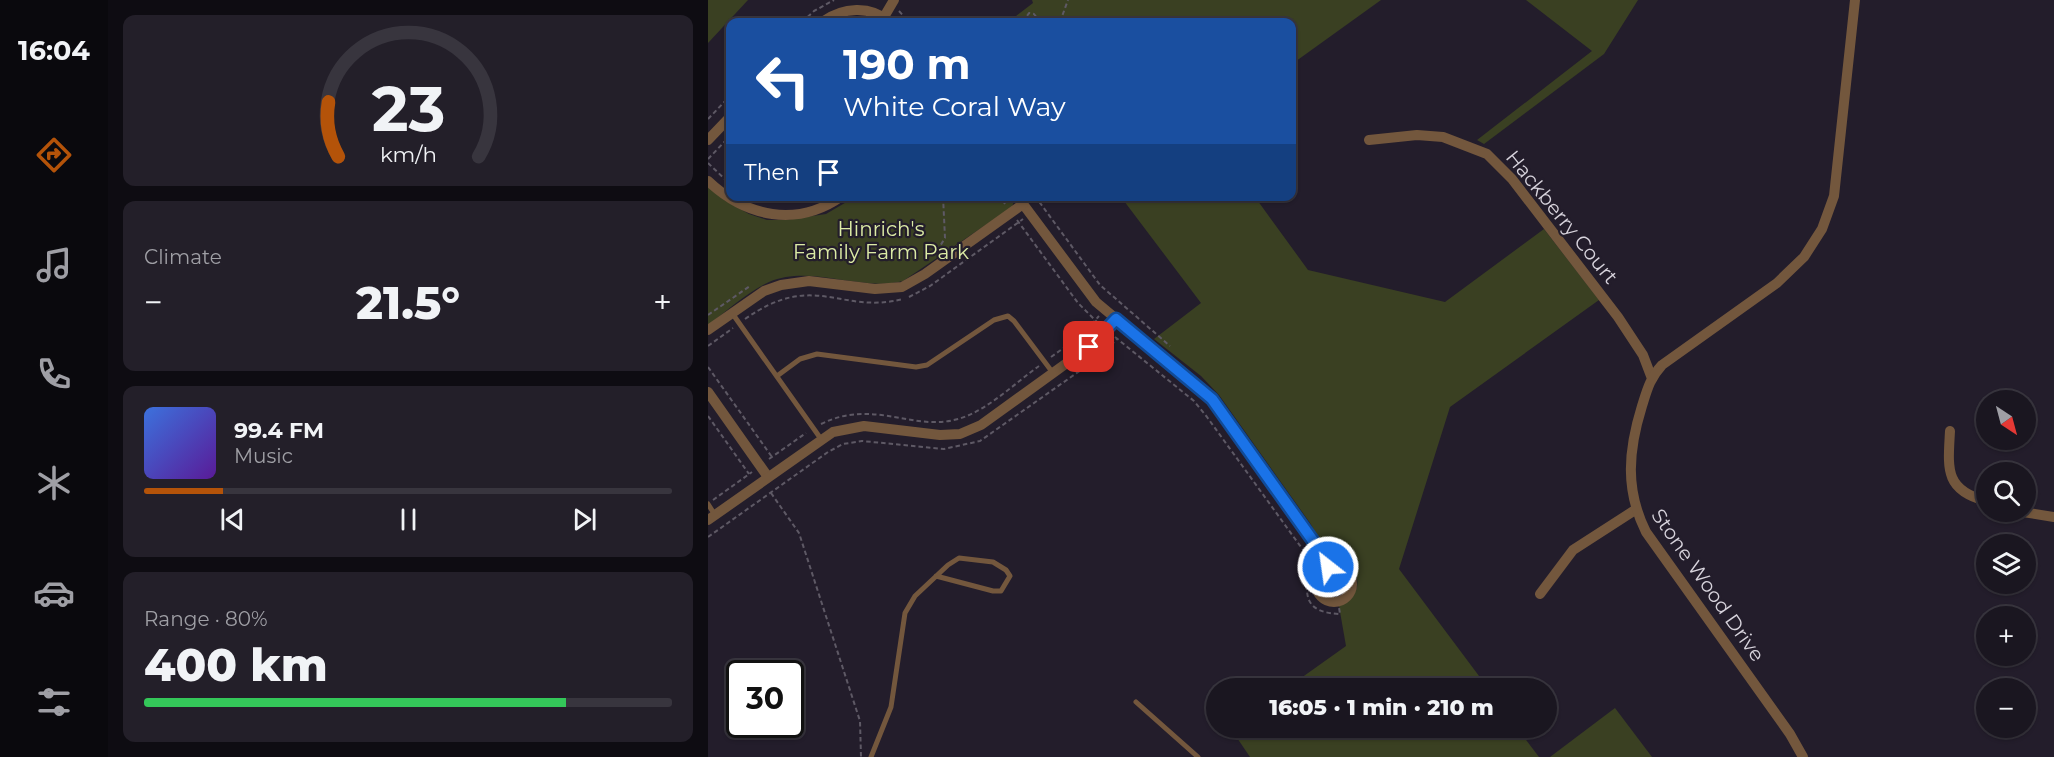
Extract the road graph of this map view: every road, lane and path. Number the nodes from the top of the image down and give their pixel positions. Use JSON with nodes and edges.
{"nodes":[{"id":1,"x":834,"y":0,"type":"edge"},
{"id":2,"x":894,"y":0,"type":"edge"},
{"id":3,"x":1068,"y":0,"type":"edge"},
{"id":4,"x":1856,"y":0,"type":"edge"},
{"id":5,"x":861,"y":4,"type":"edge"},
{"id":6,"x":806,"y":18,"type":"edge"},
{"id":7,"x":828,"y":18,"type":"edge"},
{"id":8,"x":884,"y":18,"type":"edge"},
{"id":9,"x":888,"y":18,"type":"edge"},
{"id":10,"x":1026,"y":18,"type":"edge"},
{"id":11,"x":1037,"y":18,"type":"edge"},
{"id":12,"x":1061,"y":18,"type":"edge"},
{"id":13,"x":726,"y":100,"type":"edge"},
{"id":14,"x":708,"y":119,"type":"edge"},
{"id":15,"x":726,"y":121,"type":"edge"},
{"id":16,"x":708,"y":140,"type":"edge"},
{"id":17,"x":1369,"y":140,"type":"dead end"},
{"id":18,"x":726,"y":141,"type":"edge"},
{"id":19,"x":708,"y":161,"type":"edge"},
{"id":20,"x":726,"y":180,"type":"edge"},
{"id":21,"x":708,"y":181,"type":"edge"},
{"id":22,"x":726,"y":196,"type":"edge"},
{"id":23,"x":732,"y":201,"type":"edge"},
{"id":24,"x":832,"y":201,"type":"edge"},
{"id":25,"x":943,"y":201,"type":"edge"},
{"id":26,"x":1004,"y":201,"type":"edge"},
{"id":27,"x":1019,"y":201,"type":"edge"},
{"id":28,"x":1021,"y":201,"type":"edge"},
{"id":29,"x":1039,"y":201,"type":"edge"},
{"id":30,"x":1012,"y":212,"type":"junction"},
{"id":31,"x":929,"y":256,"type":"dead end"},
{"id":32,"x":752,"y":285,"type":"dead end"},
{"id":33,"x":1114,"y":299,"type":"junction"},
{"id":34,"x":1105,"y":310,"type":"junction"},
{"id":35,"x":732,"y":313,"type":"junction"},
{"id":36,"x":708,"y":315,"type":"edge"},
{"id":37,"x":1116,"y":319,"type":"junction"},
{"id":38,"x":1096,"y":320,"type":"junction"},
{"id":39,"x":708,"y":330,"type":"edge"},
{"id":40,"x":1107,"y":330,"type":"junction"},
{"id":41,"x":1170,"y":346,"type":"dead end"},
{"id":42,"x":1044,"y":362,"type":"junction"},
{"id":43,"x":708,"y":367,"type":"edge"},
{"id":44,"x":1053,"y":373,"type":"junction"},
{"id":45,"x":777,"y":376,"type":"junction"},
{"id":46,"x":1651,"y":376,"type":"junction"},
{"id":47,"x":708,"y":392,"type":"edge"},
{"id":48,"x":708,"y":416,"type":"edge"},
{"id":49,"x":814,"y":428,"type":"junction"},
{"id":50,"x":1950,"y":431,"type":"dead end"},
{"id":51,"x":821,"y":439,"type":"junction"},
{"id":52,"x":772,"y":457,"type":"junction"},
{"id":53,"x":760,"y":465,"type":"junction"},
{"id":54,"x":749,"y":474,"type":"junction"},
{"id":55,"x":766,"y":479,"type":"junction"},
{"id":56,"x":1976,"y":499,"type":"edge"},
{"id":57,"x":708,"y":503,"type":"edge"},
{"id":58,"x":1635,"y":510,"type":"junction"},
{"id":59,"x":2036,"y":514,"type":"edge"},
{"id":60,"x":712,"y":517,"type":"edge"},
{"id":61,"x":2054,"y":517,"type":"edge"},
{"id":62,"x":1328,"y":567,"type":"junction"},
{"id":63,"x":936,"y":576,"type":"junction"},
{"id":64,"x":1540,"y":594,"type":"dead end"},
{"id":65,"x":1338,"y":601,"type":"junction"},
{"id":66,"x":1136,"y":702,"type":"dead end"},
{"id":67,"x":861,"y":757,"type":"edge"},
{"id":68,"x":871,"y":757,"type":"edge"},
{"id":69,"x":1198,"y":757,"type":"edge"},
{"id":70,"x":1803,"y":757,"type":"edge"}],
"edges":[{"from":1,"to":6,"type":"path"},
{"from":2,"to":9,"type":"street"},
{"from":3,"to":12,"type":"path"},
{"from":4,"to":46,"type":"street"},
{"from":5,"to":7,"type":"street"},
{"from":5,"to":8,"type":"street"},
{"from":10,"to":11,"type":"path"},
{"from":13,"to":14,"type":"path"},
{"from":15,"to":16,"type":"street"},
{"from":17,"to":46,"type":"street","name":"Hackberry Court"},
{"from":18,"to":19,"type":"path"},
{"from":19,"to":20,"type":"path"},
{"from":21,"to":22,"type":"street"},
{"from":23,"to":24,"type":"street"},
{"from":25,"to":31,"type":"path"},
{"from":26,"to":30,"type":"path"},
{"from":27,"to":30,"type":"street"},
{"from":28,"to":34,"type":"street"},
{"from":29,"to":33,"type":"path"},
{"from":30,"to":35,"type":"street"},
{"from":30,"to":38,"type":"path"},
{"from":32,"to":36,"type":"path"},
{"from":33,"to":34,"type":"path"},
{"from":33,"to":41,"type":"path"},
{"from":34,"to":37,"type":"street"},
{"from":34,"to":38,"type":"path"},
{"from":35,"to":39,"type":"street"},
{"from":35,"to":45,"type":"lane"},
{"from":37,"to":40,"type":"street"},
{"from":37,"to":62,"type":"street"},
{"from":38,"to":40,"type":"path"},
{"from":38,"to":42,"type":"path"},
{"from":40,"to":44,"type":"street"},
{"from":40,"to":65,"type":"path"},
{"from":42,"to":44,"type":"lane"},
{"from":42,"to":45,"type":"lane"},
{"from":42,"to":49,"type":"path"},
{"from":43,"to":52,"type":"path"},
{"from":44,"to":51,"type":"street"},
{"from":45,"to":49,"type":"lane"},
{"from":46,"to":58,"type":"street","name":"Stone Wood Drive"},
{"from":47,"to":53,"type":"street"},
{"from":48,"to":54,"type":"path"},
{"from":49,"to":51,"type":"lane"},
{"from":49,"to":52,"type":"path"},
{"from":50,"to":56,"type":"street"},
{"from":51,"to":55,"type":"street"},
{"from":52,"to":53,"type":"path"},
{"from":53,"to":54,"type":"path"},
{"from":53,"to":55,"type":"street"},
{"from":54,"to":57,"type":"path"},
{"from":55,"to":60,"type":"street"},
{"from":55,"to":67,"type":"path"},
{"from":57,"to":60,"type":"lane"},
{"from":58,"to":64,"type":"street"},
{"from":58,"to":70,"type":"street","name":"Stone Wood Drive"},
{"from":59,"to":61,"type":"street"},
{"from":62,"to":65,"type":"street"},
{"from":62,"to":65,"type":"street"},
{"from":63,"to":63,"type":"lane"},
{"from":63,"to":68,"type":"lane"},
{"from":66,"to":69,"type":"lane"}]}
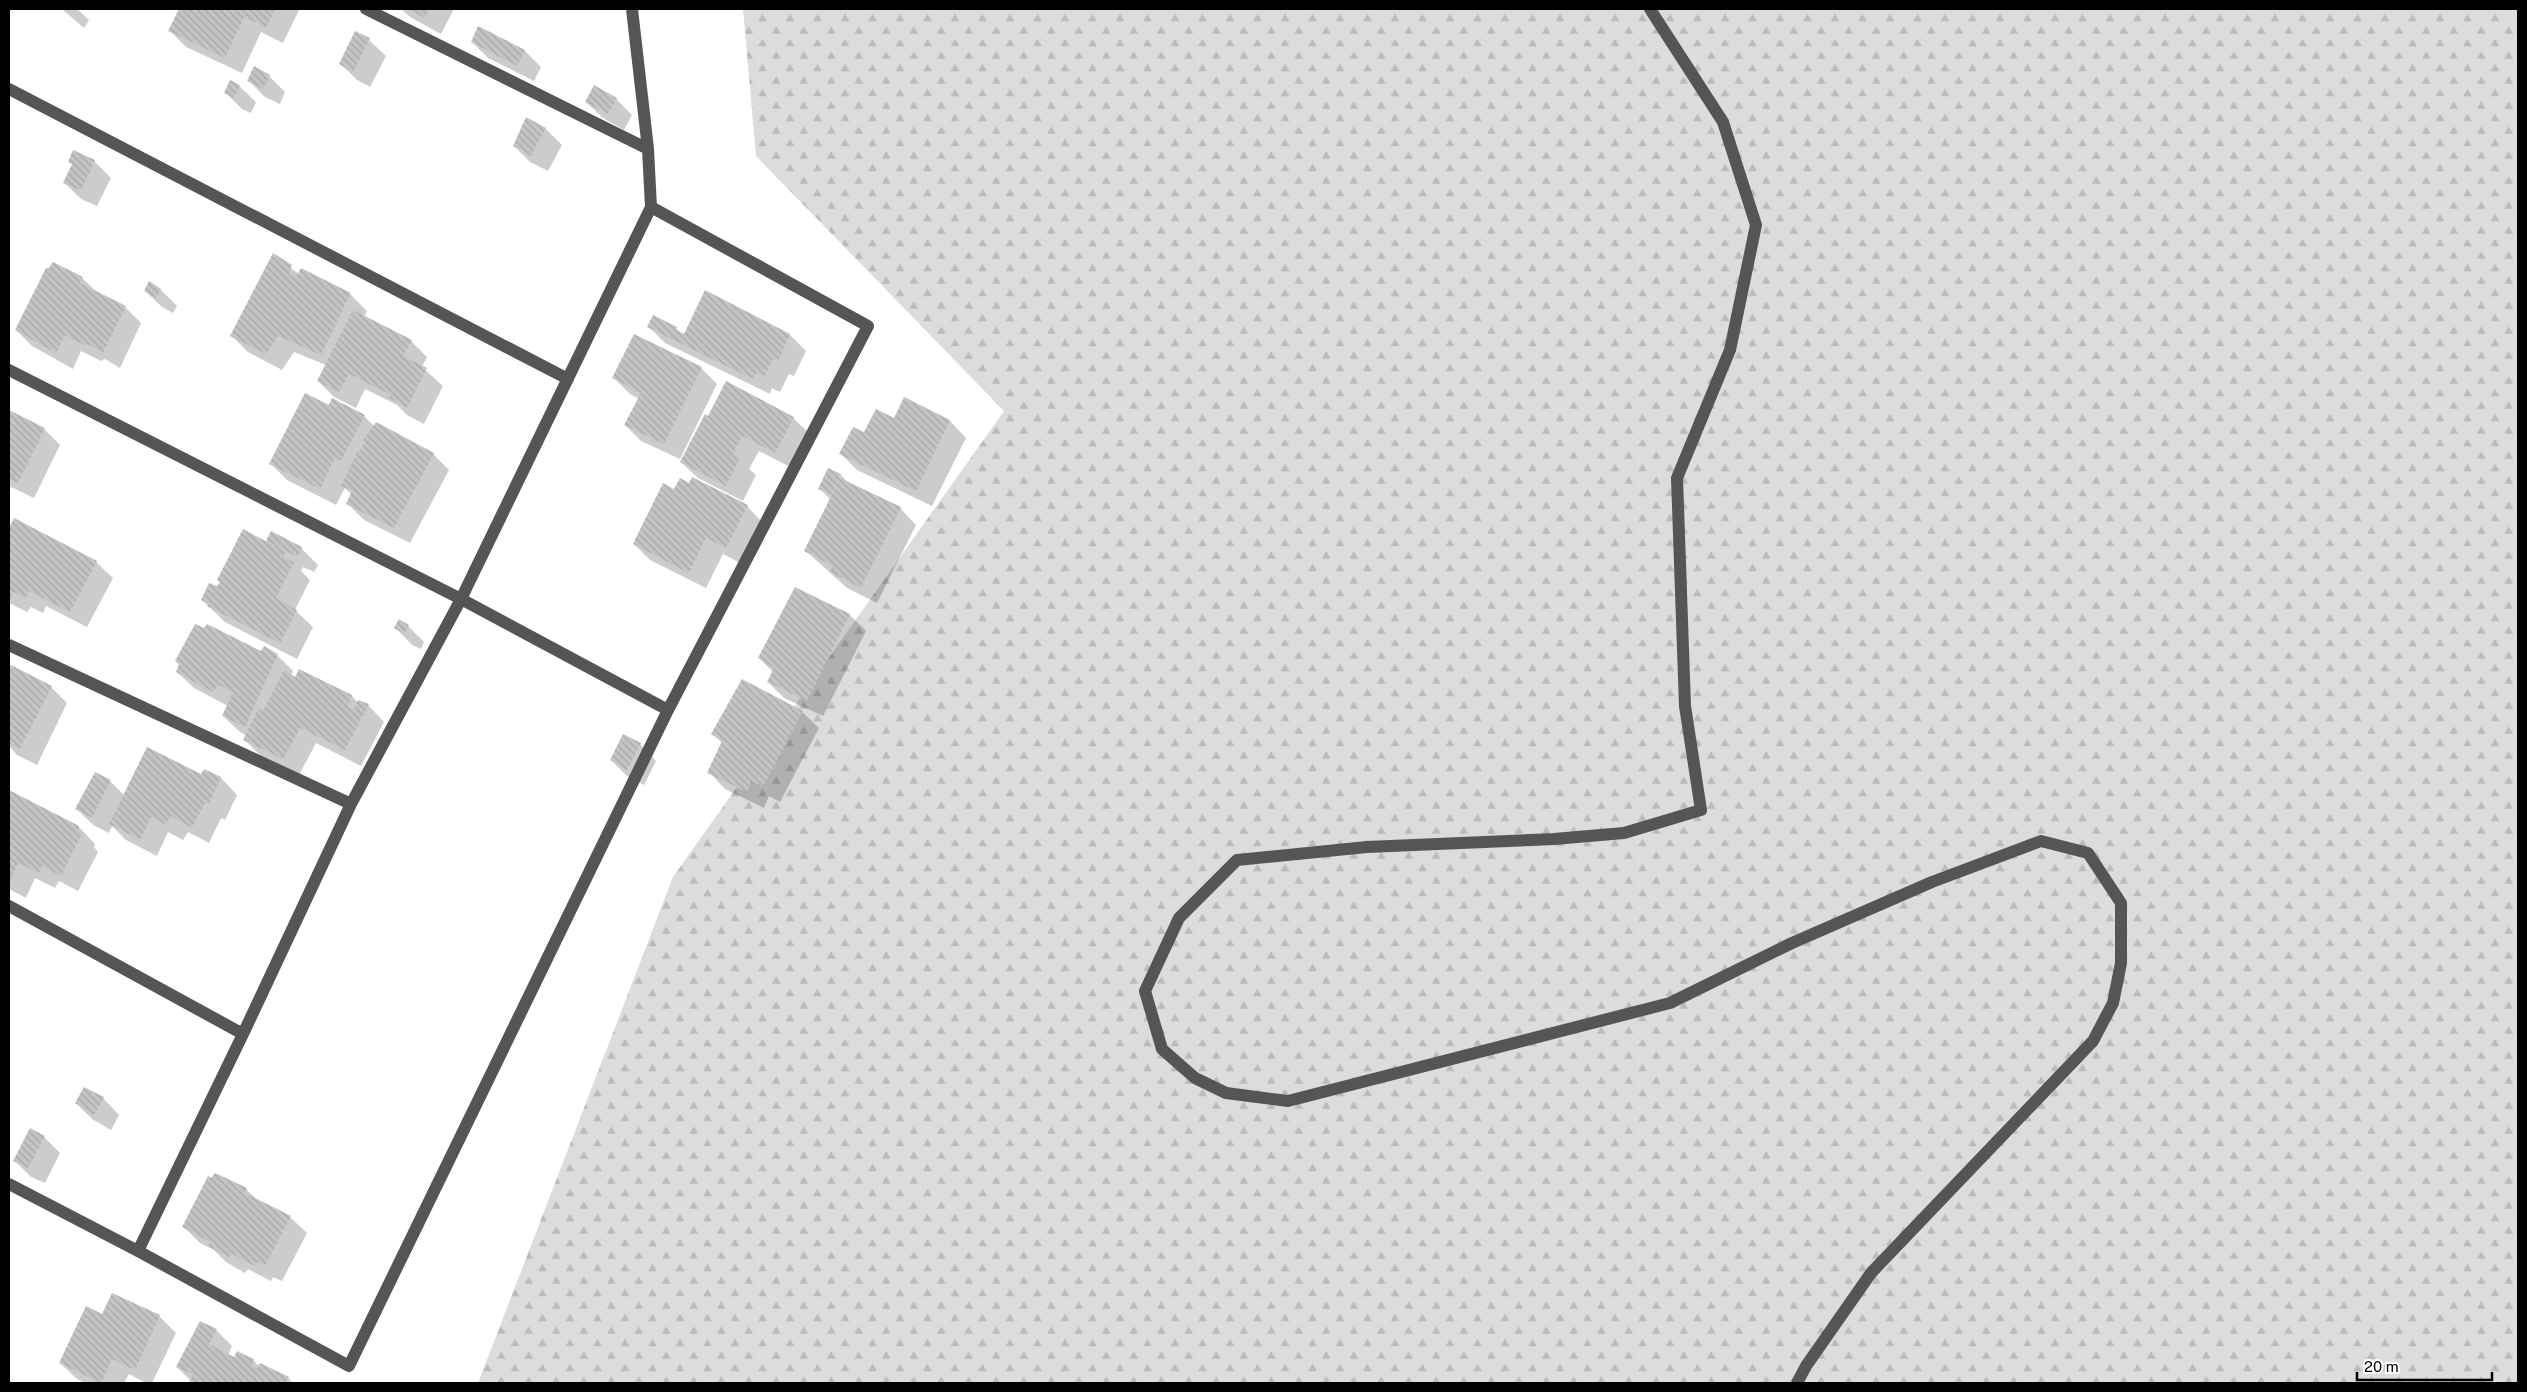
● ● ● ●
=== The problem ===
Look through the data above for lines holding the word "Drive". State how many there are and nothing else.

=== Solution for this exercise ===
2